Stored data entries:

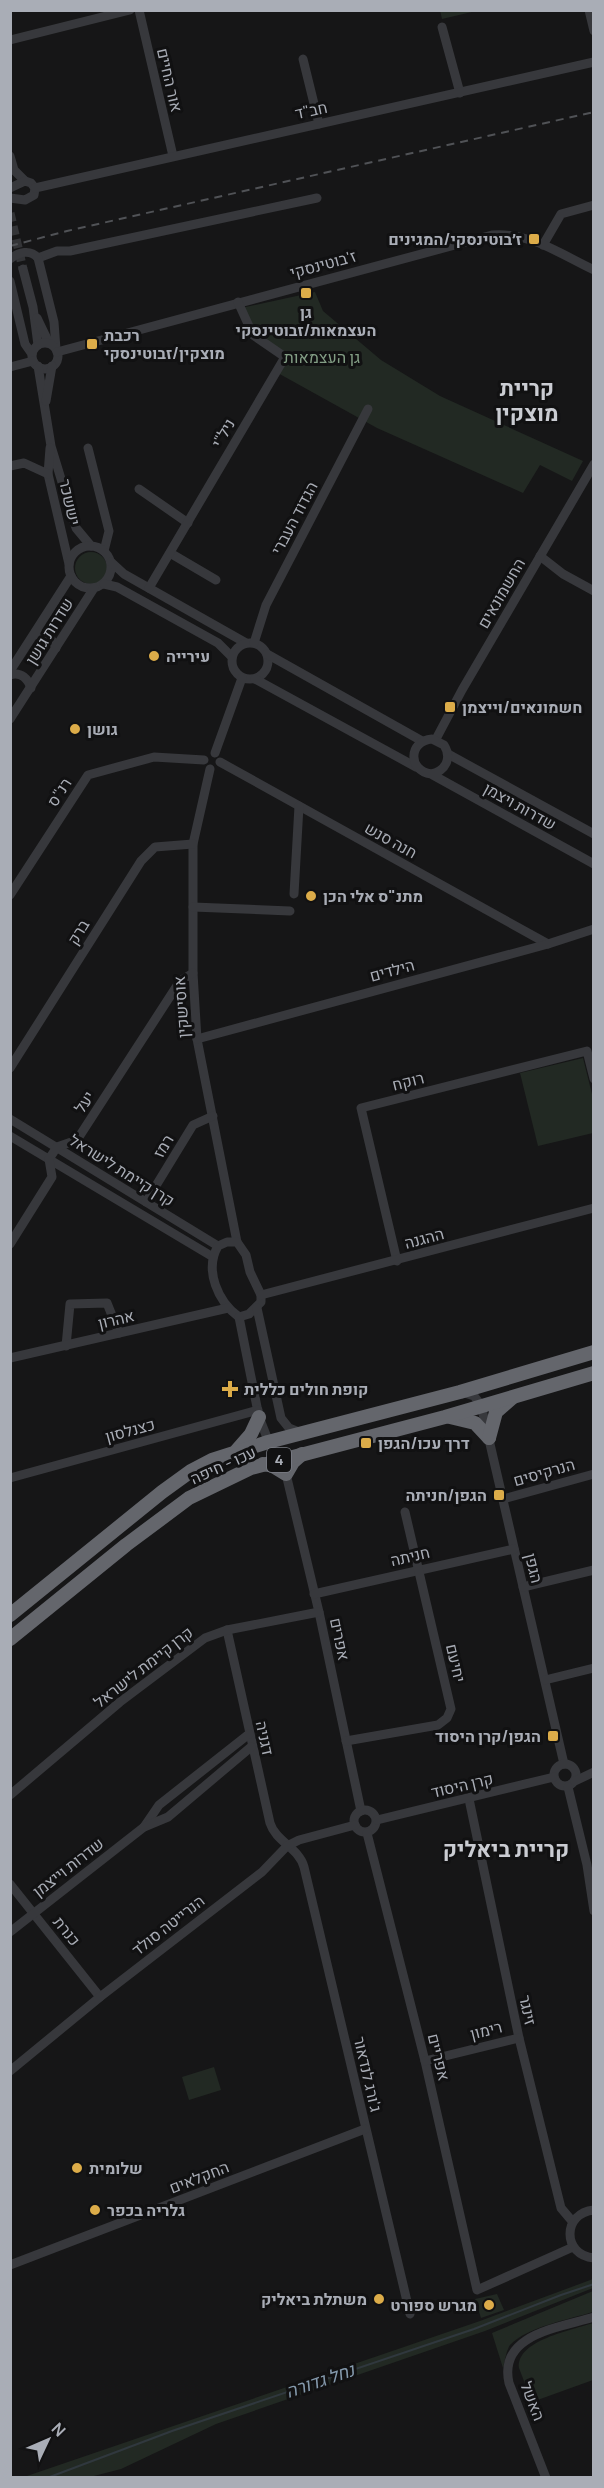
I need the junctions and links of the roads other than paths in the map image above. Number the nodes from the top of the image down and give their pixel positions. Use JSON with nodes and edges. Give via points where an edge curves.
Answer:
{"nodes":[{"id":1,"x":130,"y":10,"type":"edge"},
{"id":2,"x":139,"y":10,"type":"edge"},
{"id":3,"x":589,"y":10,"type":"edge"},
{"id":4,"x":441,"y":27,"type":"dead end"},
{"id":5,"x":594,"y":31,"type":"edge"},
{"id":6,"x":10,"y":40,"type":"edge"},
{"id":7,"x":303,"y":59,"type":"dead end"},
{"id":8,"x":594,"y":62,"type":"edge"},
{"id":9,"x":460,"y":93,"type":"junction"},
{"id":10,"x":319,"y":124,"type":"junction"},
{"id":11,"x":10,"y":156,"type":"edge"},
{"id":12,"x":173,"y":156,"type":"junction"},
{"id":13,"x":25,"y":181,"type":"junction"},
{"id":14,"x":10,"y":188,"type":"edge"},
{"id":15,"x":35,"y":188,"type":"junction"},
{"id":16,"x":10,"y":198,"type":"edge"},
{"id":17,"x":317,"y":198,"type":"dead end"},
{"id":18,"x":594,"y":204,"type":"edge"},
{"id":19,"x":543,"y":245,"type":"junction"},
{"id":20,"x":38,"y":258,"type":"junction"},
{"id":21,"x":10,"y":259,"type":"edge"},
{"id":22,"x":23,"y":269,"type":"tunnel mouth"},
{"id":23,"x":594,"y":270,"type":"edge"},
{"id":24,"x":10,"y":281,"type":"edge"},
{"id":25,"x":238,"y":302,"type":"junction"},
{"id":26,"x":33,"y":307,"type":"junction"},
{"id":27,"x":38,"y":345,"type":"junction"},
{"id":28,"x":54,"y":348,"type":"junction"},
{"id":29,"x":34,"y":361,"type":"junction"},
{"id":30,"x":52,"y":366,"type":"junction"},
{"id":31,"x":10,"y":367,"type":"edge"},
{"id":32,"x":368,"y":409,"type":"dead end"},
{"id":33,"x":45,"y":410,"type":"junction"},
{"id":34,"x":51,"y":446,"type":"junction"},
{"id":35,"x":88,"y":448,"type":"dead end"},
{"id":36,"x":594,"y":464,"type":"edge"},
{"id":37,"x":10,"y":466,"type":"edge"},
{"id":38,"x":48,"y":474,"type":"junction"},
{"id":39,"x":139,"y":489,"type":"dead end"},
{"id":40,"x":188,"y":523,"type":"junction"},
{"id":41,"x":91,"y":546,"type":"junction"},
{"id":42,"x":104,"y":551,"type":"junction"},
{"id":43,"x":170,"y":554,"type":"junction"},
{"id":44,"x":540,"y":556,"type":"junction"},
{"id":45,"x":111,"y":562,"type":"junction"},
{"id":46,"x":69,"y":565,"type":"junction"},
{"id":47,"x":71,"y":576,"type":"junction"},
{"id":48,"x":216,"y":580,"type":"dead end"},
{"id":49,"x":104,"y":584,"type":"junction"},
{"id":50,"x":94,"y":588,"type":"junction"},
{"id":51,"x":149,"y":588,"type":"junction"},
{"id":52,"x":594,"y":591,"type":"edge"},
{"id":53,"x":34,"y":635,"type":"junction"},
{"id":54,"x":250,"y":643,"type":"junction"},
{"id":55,"x":56,"y":648,"type":"junction"},
{"id":56,"x":267,"y":654,"type":"junction"},
{"id":57,"x":232,"y":657,"type":"junction"},
{"id":58,"x":10,"y":673,"type":"edge"},
{"id":59,"x":242,"y":678,"type":"junction"},
{"id":60,"x":255,"y":679,"type":"junction"},
{"id":61,"x":31,"y":688,"type":"junction"},
{"id":62,"x":10,"y":719,"type":"edge"},
{"id":63,"x":436,"y":740,"type":"junction"},
{"id":64,"x":422,"y":741,"type":"junction"},
{"id":65,"x":448,"y":754,"type":"junction"},
{"id":66,"x":218,"y":758,"type":"junction"},
{"id":67,"x":204,"y":760,"type":"junction"},
{"id":68,"x":416,"y":767,"type":"junction"},
{"id":69,"x":210,"y":769,"type":"junction"},
{"id":70,"x":431,"y":774,"type":"junction"},
{"id":71,"x":299,"y":806,"type":"junction"},
{"id":72,"x":594,"y":834,"type":"edge"},
{"id":73,"x":193,"y":844,"type":"junction"},
{"id":74,"x":594,"y":864,"type":"edge"},
{"id":75,"x":294,"y":894,"type":"dead end"},
{"id":76,"x":10,"y":895,"type":"edge"},
{"id":77,"x":193,"y":907,"type":"junction"},
{"id":78,"x":291,"y":911,"type":"dead end"},
{"id":79,"x":594,"y":929,"type":"edge"},
{"id":80,"x":548,"y":944,"type":"junction"},
{"id":81,"x":193,"y":973,"type":"junction"},
{"id":82,"x":197,"y":1038,"type":"junction"},
{"id":83,"x":10,"y":1068,"type":"edge"},
{"id":84,"x":594,"y":1079,"type":"edge"},
{"id":85,"x":213,"y":1116,"type":"junction"},
{"id":86,"x":10,"y":1119,"type":"edge"},
{"id":87,"x":10,"y":1136,"type":"edge"},
{"id":88,"x":57,"y":1147,"type":"junction"},
{"id":89,"x":49,"y":1159,"type":"junction"},
{"id":90,"x":146,"y":1202,"type":"junction"},
{"id":91,"x":594,"y":1208,"type":"edge"},
{"id":92,"x":237,"y":1242,"type":"junction"},
{"id":93,"x":10,"y":1244,"type":"edge"},
{"id":94,"x":218,"y":1246,"type":"junction"},
{"id":95,"x":213,"y":1257,"type":"junction"},
{"id":96,"x":397,"y":1261,"type":"junction"},
{"id":97,"x":261,"y":1295,"type":"junction"},
{"id":98,"x":228,"y":1308,"type":"junction"},
{"id":99,"x":257,"y":1308,"type":"junction"},
{"id":100,"x":239,"y":1317,"type":"junction"},
{"id":101,"x":119,"y":1333,"type":"junction"},
{"id":102,"x":66,"y":1346,"type":"junction"},
{"id":103,"x":594,"y":1352,"type":"edge"},
{"id":104,"x":10,"y":1358,"type":"edge"},
{"id":105,"x":594,"y":1373,"type":"edge"},
{"id":106,"x":459,"y":1392,"type":"junction"},
{"id":107,"x":515,"y":1395,"type":"junction"},
{"id":108,"x":482,"y":1405,"type":"junction"},
{"id":109,"x":259,"y":1414,"type":"junction"},
{"id":110,"x":445,"y":1417,"type":"junction"},
{"id":111,"x":301,"y":1433,"type":"junction"},
{"id":112,"x":489,"y":1438,"type":"junction"},
{"id":113,"x":268,"y":1442,"type":"junction"},
{"id":114,"x":236,"y":1451,"type":"junction"},
{"id":115,"x":304,"y":1453,"type":"junction"},
{"id":116,"x":283,"y":1459,"type":"junction"},
{"id":117,"x":263,"y":1464,"type":"junction"},
{"id":118,"x":286,"y":1474,"type":"junction"},
{"id":119,"x":594,"y":1474,"type":"edge"},
{"id":120,"x":10,"y":1478,"type":"edge"},
{"id":121,"x":503,"y":1499,"type":"junction"},
{"id":122,"x":405,"y":1512,"type":"dead end"},
{"id":123,"x":514,"y":1549,"type":"junction"},
{"id":124,"x":419,"y":1569,"type":"junction"},
{"id":125,"x":594,"y":1570,"type":"edge"},
{"id":126,"x":523,"y":1587,"type":"junction"},
{"id":127,"x":314,"y":1594,"type":"junction"},
{"id":128,"x":319,"y":1612,"type":"junction"},
{"id":129,"x":10,"y":1615,"type":"edge"},
{"id":130,"x":227,"y":1630,"type":"junction"},
{"id":131,"x":10,"y":1639,"type":"edge"},
{"id":132,"x":594,"y":1668,"type":"edge"},
{"id":133,"x":545,"y":1680,"type":"junction"},
{"id":134,"x":249,"y":1734,"type":"junction"},
{"id":135,"x":346,"y":1741,"type":"junction"},
{"id":136,"x":251,"y":1747,"type":"junction"},
{"id":137,"x":564,"y":1764,"type":"junction"},
{"id":138,"x":574,"y":1768,"type":"junction"},
{"id":139,"x":594,"y":1771,"type":"edge"},
{"id":140,"x":554,"y":1778,"type":"junction"},
{"id":141,"x":572,"y":1784,"type":"junction"},
{"id":142,"x":10,"y":1795,"type":"edge"},
{"id":143,"x":469,"y":1799,"type":"junction"},
{"id":144,"x":361,"y":1811,"type":"junction"},
{"id":145,"x":377,"y":1820,"type":"junction"},
{"id":146,"x":355,"y":1825,"type":"junction"},
{"id":147,"x":144,"y":1827,"type":"junction"},
{"id":148,"x":367,"y":1833,"type":"junction"},
{"id":149,"x":287,"y":1846,"type":"junction"},
{"id":150,"x":590,"y":1868,"type":"edge"},
{"id":151,"x":10,"y":1884,"type":"edge"},
{"id":152,"x":594,"y":1911,"type":"edge"},
{"id":153,"x":34,"y":1914,"type":"junction"},
{"id":154,"x":10,"y":1932,"type":"edge"},
{"id":155,"x":100,"y":1997,"type":"junction"},
{"id":156,"x":519,"y":2038,"type":"junction"},
{"id":157,"x":425,"y":2061,"type":"junction"},
{"id":158,"x":10,"y":2071,"type":"edge"},
{"id":159,"x":365,"y":2129,"type":"junction"},
{"id":160,"x":593,"y":2208,"type":"edge"},
{"id":161,"x":572,"y":2221,"type":"junction"},
{"id":162,"x":573,"y":2247,"type":"junction"},
{"id":163,"x":594,"y":2258,"type":"edge"},
{"id":164,"x":10,"y":2265,"type":"edge"},
{"id":165,"x":410,"y":2314,"type":"dead end"},
{"id":166,"x":594,"y":2317,"type":"edge"},
{"id":167,"x":546,"y":2478,"type":"edge"}],
"edges":[{"from":1,"to":6,"type":"street"},
{"from":2,"to":12,"type":"street","name":"אור החיים"},
{"from":3,"to":5,"type":"street"},
{"from":4,"to":9,"type":"street"},
{"from":7,"to":10,"type":"street"},
{"from":8,"to":9,"type":"street","name":"חב\"ד"},
{"from":9,"to":10,"type":"street","name":"חב\"ד"},
{"from":10,"to":12,"type":"street","name":"חב\"ד"},
{"from":11,"to":13,"type":"street","via":[[14,170]]},
{"from":12,"to":15,"type":"street","name":"חב\"ד"},
{"from":13,"to":14,"type":"street"},
{"from":13,"to":15,"type":"street"},
{"from":15,"to":16,"type":"street","name":"חב\"ד","via":[[28,199]]},
{"from":17,"to":20,"type":"street"},
{"from":18,"to":19,"type":"street","via":[[561,214]]},
{"from":19,"to":23,"type":"street","name":"ז'בוטינסקי"},
{"from":19,"to":25,"type":"street","name":"ז'בוטינסקי","via":[[518,235],[492,235]]},
{"from":20,"to":21,"type":"street","via":[[26,252]]},
{"from":20,"to":28,"type":"street","via":[[54,322]]},
{"from":22,"to":26,"type":"street"},
{"from":24,"to":29,"type":"street","name":"יששכר","via":[[25,344]]},
{"from":25,"to":28,"type":"street","name":"ז'בוטינסקי"},
{"from":25,"to":40,"type":"street","name":"ניל\"י","via":[[253,335],[285,357]]},
{"from":26,"to":27,"type":"street"},
{"from":26,"to":28,"type":"street"},
{"from":27,"to":28,"type":"street"},
{"from":27,"to":29,"type":"street"},
{"from":28,"to":30,"type":"street","via":[[57,361]]},
{"from":29,"to":30,"type":"street","via":[[45,369]]},
{"from":29,"to":31,"type":"street"},
{"from":29,"to":33,"type":"street","name":"יששכר"},
{"from":30,"to":33,"type":"street","name":"יששכר"},
{"from":32,"to":54,"type":"street","name":"הגדוד העברי"},
{"from":33,"to":34,"type":"street","name":"יששכר"},
{"from":34,"to":38,"type":"street","name":"יששכר"},
{"from":34,"to":41,"type":"street","name":"יששכר","via":[[76,528]]},
{"from":35,"to":42,"type":"street","via":[[110,531]]},
{"from":36,"to":44,"type":"street","name":"החשמונאים"},
{"from":37,"to":38,"type":"street","via":[[24,463]]},
{"from":38,"to":46,"type":"street","name":"יששכר"},
{"from":39,"to":40,"type":"street"},
{"from":40,"to":43,"type":"street","name":"ניל\"י"},
{"from":41,"to":42,"type":"street"},
{"from":41,"to":46,"type":"street","via":[[79,550]]},
{"from":42,"to":45,"type":"street"},
{"from":43,"to":48,"type":"street"},
{"from":43,"to":51,"type":"street","name":"ניל\"י"},
{"from":44,"to":52,"type":"street"},
{"from":44,"to":63,"type":"street","name":"החשמונאים"},
{"from":45,"to":49,"type":"street","via":[[111,574]]},
{"from":45,"to":51,"type":"street"},
{"from":46,"to":47,"type":"street"},
{"from":47,"to":50,"type":"street","via":[[81,586]]},
{"from":47,"to":53,"type":"street","name":"שדרות גושן"},
{"from":49,"to":50,"type":"street"},
{"from":49,"to":57,"type":"street","via":[[117,586],[218,643]]},
{"from":50,"to":55,"type":"street","name":"שדרות גושן"},
{"from":51,"to":54,"type":"street"},
{"from":53,"to":55,"type":"street","via":[[48,636]]},
{"from":53,"to":58,"type":"street","name":"שדרות גושן"},
{"from":54,"to":56,"type":"street"},
{"from":54,"to":57,"type":"street","via":[[236,649]]},
{"from":55,"to":61,"type":"street","name":"שדרות גושן"},
{"from":56,"to":60,"type":"street","via":[[267,669]]},
{"from":56,"to":64,"type":"street"},
{"from":57,"to":59,"type":"street","via":[[234,671]]},
{"from":58,"to":61,"type":"street","via":[[23,676]]},
{"from":59,"to":60,"type":"street"},
{"from":59,"to":66,"type":"street"},
{"from":60,"to":68,"type":"street"},
{"from":61,"to":62,"type":"street","name":"שדרות גושן"},
{"from":63,"to":64,"type":"street"},
{"from":63,"to":65,"type":"street"},
{"from":64,"to":68,"type":"street","via":[[413,756]]},
{"from":65,"to":70,"type":"street","via":[[442,770]]},
{"from":65,"to":72,"type":"street","name":"שדרות ויצמן"},
{"from":66,"to":67,"type":"street","via":[[207,755]]},
{"from":66,"to":69,"type":"street","via":[[216,768]]},
{"from":66,"to":71,"type":"street","name":"חנה סנש"},
{"from":67,"to":69,"type":"street"},
{"from":67,"to":76,"type":"street","name":"רנ\"ס","via":[[154,757],[88,775]]},
{"from":68,"to":70,"type":"street"},
{"from":69,"to":73,"type":"street","name":"אוסישקין"},
{"from":70,"to":74,"type":"street","name":"שדרות ויצמן"},
{"from":71,"to":75,"type":"street"},
{"from":71,"to":80,"type":"street","name":"חנה סנש"},
{"from":73,"to":77,"type":"street","name":"אוסישקין"},
{"from":73,"to":83,"type":"street","name":"ברק","via":[[155,847],[141,861]]},
{"from":77,"to":78,"type":"street"},
{"from":77,"to":81,"type":"street","name":"אוסישקין"},
{"from":79,"to":80,"type":"street","name":"הילדים"},
{"from":80,"to":82,"type":"street","name":"הילדים"},
{"from":81,"to":82,"type":"street","name":"אוסישקין"},
{"from":81,"to":88,"type":"street","name":"יעל","via":[[180,981],[77,1140]]},
{"from":82,"to":85,"type":"street","name":"אוסישקין"},
{"from":84,"to":96,"type":"street","name":"רוקח","via":[[587,1051],[361,1108]]},
{"from":85,"to":90,"type":"street","name":"רמז","via":[[193,1125]]},
{"from":85,"to":92,"type":"street","name":"אוסישקין"},
{"from":86,"to":88,"type":"street","name":"קרן קיימת לישראל"},
{"from":87,"to":89,"type":"street","name":"קרן קיימת לישראל"},
{"from":88,"to":89,"type":"street","name":"יעל"},
{"from":88,"to":90,"type":"street","name":"קרן קיימת לישראל"},
{"from":89,"to":93,"type":"street","name":"יעל","via":[[52,1177]]},
{"from":89,"to":95,"type":"street","name":"קרן קיימת לישראל"},
{"from":90,"to":94,"type":"street","name":"קרן קיימת לישראל"},
{"from":91,"to":96,"type":"street","name":"ההגנה"},
{"from":92,"to":94,"type":"street"},
{"from":92,"to":97,"type":"street","name":"אוסישקין"},
{"from":94,"to":95,"type":"street"},
{"from":95,"to":98,"type":"street","via":[[215,1281]]},
{"from":96,"to":97,"type":"street","name":"ההגנה"},
{"from":97,"to":99,"type":"street"},
{"from":98,"to":100,"type":"street"},
{"from":98,"to":101,"type":"street","name":"אהרון"},
{"from":99,"to":100,"type":"street"},
{"from":99,"to":111,"type":"street","via":[[281,1418],[289,1428]]},
{"from":100,"to":109,"type":"street"},
{"from":101,"to":102,"type":"street","name":"אהרון"},
{"from":101,"to":102,"type":"street","via":[[107,1303],[70,1304]]},
{"from":102,"to":104,"type":"street","name":"אהרון"},
{"from":103,"to":106,"type":"highway","name":"עכו - חיפה","number":"4"},
{"from":105,"to":107,"type":"highway","name":"עכו - חיפה","number":"4"},
{"from":106,"to":108,"type":"street","via":[[474,1396]]},
{"from":106,"to":111,"type":"highway","name":"עכו - חיפה","number":"4"},
{"from":107,"to":108,"type":"highway","name":"עכו - חיפה","number":"4"},
{"from":107,"to":112,"type":"highway","via":[[496,1412]]},
{"from":108,"to":110,"type":"highway","name":"עכו - חיפה","number":"4"},
{"from":108,"to":112,"type":"street","name":"הגפן"},
{"from":109,"to":113,"type":"street"},
{"from":109,"to":114,"type":"highway","via":[[251,1434]]},
{"from":109,"to":120,"type":"street","name":"כצנלסון"},
{"from":110,"to":112,"type":"highway","via":[[474,1423]]},
{"from":110,"to":115,"type":"highway","name":"עכו - חיפה","number":"4"},
{"from":111,"to":113,"type":"highway","name":"עכו - חיפה","number":"4"},
{"from":112,"to":121,"type":"street","name":"הגפן"},
{"from":113,"to":114,"type":"highway","name":"עכו - חיפה","number":"4"},
{"from":113,"to":116,"type":"street","via":[[273,1453]]},
{"from":114,"to":129,"type":"highway","name":"עכו - חיפה","number":"4","via":[[212,1460],[172,1485]]},
{"from":115,"to":116,"type":"highway","name":"עכו - חיפה","number":"4"},
{"from":115,"to":118,"type":"highway"},
{"from":116,"to":117,"type":"highway","name":"עכו - חיפה","number":"4"},
{"from":117,"to":118,"type":"highway"},
{"from":117,"to":131,"type":"highway","name":"עכו - חיפה","number":"4","via":[[189,1498]]},
{"from":118,"to":127,"type":"street","name":"אפרים"},
{"from":119,"to":121,"type":"street","name":"הנרקיסים"},
{"from":121,"to":123,"type":"street","name":"הגפן"},
{"from":122,"to":124,"type":"street","name":"יחיעם"},
{"from":123,"to":124,"type":"street","name":"חניתה"},
{"from":123,"to":126,"type":"street","name":"הגפן"},
{"from":124,"to":127,"type":"street","name":"חניתה"},
{"from":124,"to":135,"type":"street","name":"יחיעם","via":[[451,1709],[438,1725]]},
{"from":125,"to":126,"type":"street"},
{"from":126,"to":133,"type":"street","name":"הגפן"},
{"from":127,"to":128,"type":"street","name":"אפרים"},
{"from":128,"to":130,"type":"street","name":"קרן קיימת לישראל"},
{"from":128,"to":135,"type":"street","name":"אפרים"},
{"from":130,"to":134,"type":"street","name":"דגניה"},
{"from":130,"to":142,"type":"street","name":"קרן קיימת לישראל","via":[[205,1638],[120,1702]]},
{"from":132,"to":133,"type":"street"},
{"from":133,"to":137,"type":"street","name":"הגפן"},
{"from":134,"to":136,"type":"street","name":"דגניה"},
{"from":134,"to":147,"type":"street","name":"שדרות וייצמן","via":[[159,1804]]},
{"from":135,"to":144,"type":"street","name":"אפרים"},
{"from":136,"to":147,"type":"street","name":"שדרות וייצמן","via":[[168,1817]]},
{"from":136,"to":149,"type":"street","name":"דגניה","via":[[272,1831]]},
{"from":137,"to":138,"type":"street"},
{"from":137,"to":140,"type":"street","via":[[555,1770]]},
{"from":138,"to":139,"type":"street"},
{"from":138,"to":141,"type":"street","via":[[577,1774]]},
{"from":139,"to":141,"type":"street"},
{"from":140,"to":141,"type":"street","via":[[557,1784]]},
{"from":140,"to":143,"type":"street","name":"קרן היסוד"},
{"from":141,"to":150,"type":"street"},
{"from":143,"to":145,"type":"street","name":"קרן היסוד"},
{"from":143,"to":156,"type":"street","name":"זינגר"},
{"from":144,"to":145,"type":"street","via":[[371,1812]]},
{"from":144,"to":146,"type":"street","via":[[356,1815]]},
{"from":145,"to":148,"type":"street"},
{"from":146,"to":148,"type":"street"},
{"from":146,"to":149,"type":"street","name":"הנרייטה סולד"},
{"from":147,"to":153,"type":"street","name":"שדרות וייצמן"},
{"from":148,"to":157,"type":"street","name":"אפריים"},
{"from":149,"to":155,"type":"street","name":"הנרייטה סולד","via":[[262,1872]]},
{"from":149,"to":159,"type":"street","name":"ג'ורג לנדאור","via":[[303,1862]]},
{"from":150,"to":152,"type":"street"},
{"from":151,"to":153,"type":"street","name":"כנרת"},
{"from":153,"to":154,"type":"street","name":"שדרות וייצמן"},
{"from":153,"to":155,"type":"street","name":"כנרת"},
{"from":155,"to":158,"type":"street","name":"הנרייטה סולד"},
{"from":156,"to":157,"type":"street","name":"רימון"},
{"from":156,"to":161,"type":"street","name":"זינגר","via":[[561,2208]]},
{"from":157,"to":162,"type":"street","name":"אפריים","via":[[477,2290]]},
{"from":159,"to":164,"type":"street","name":"החקלאים"},
{"from":159,"to":165,"type":"street","name":"ג'ורג לנדאור"},
{"from":160,"to":161,"type":"street"},
{"from":161,"to":162,"type":"street","via":[[569,2234]]},
{"from":162,"to":163,"type":"street"},
{"from":166,"to":167,"type":"street","name":"האשל","via":[[531,2337],[508,2360],[507,2374]]}]}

*What you need to do:*
Scan the data, and report each line that uses the word "זינגר".

*Response:*
{"from":143,"to":156,"type":"street","name":"זינגר"},
{"from":156,"to":161,"type":"street","name":"זינגר","via":[[561,2208]]},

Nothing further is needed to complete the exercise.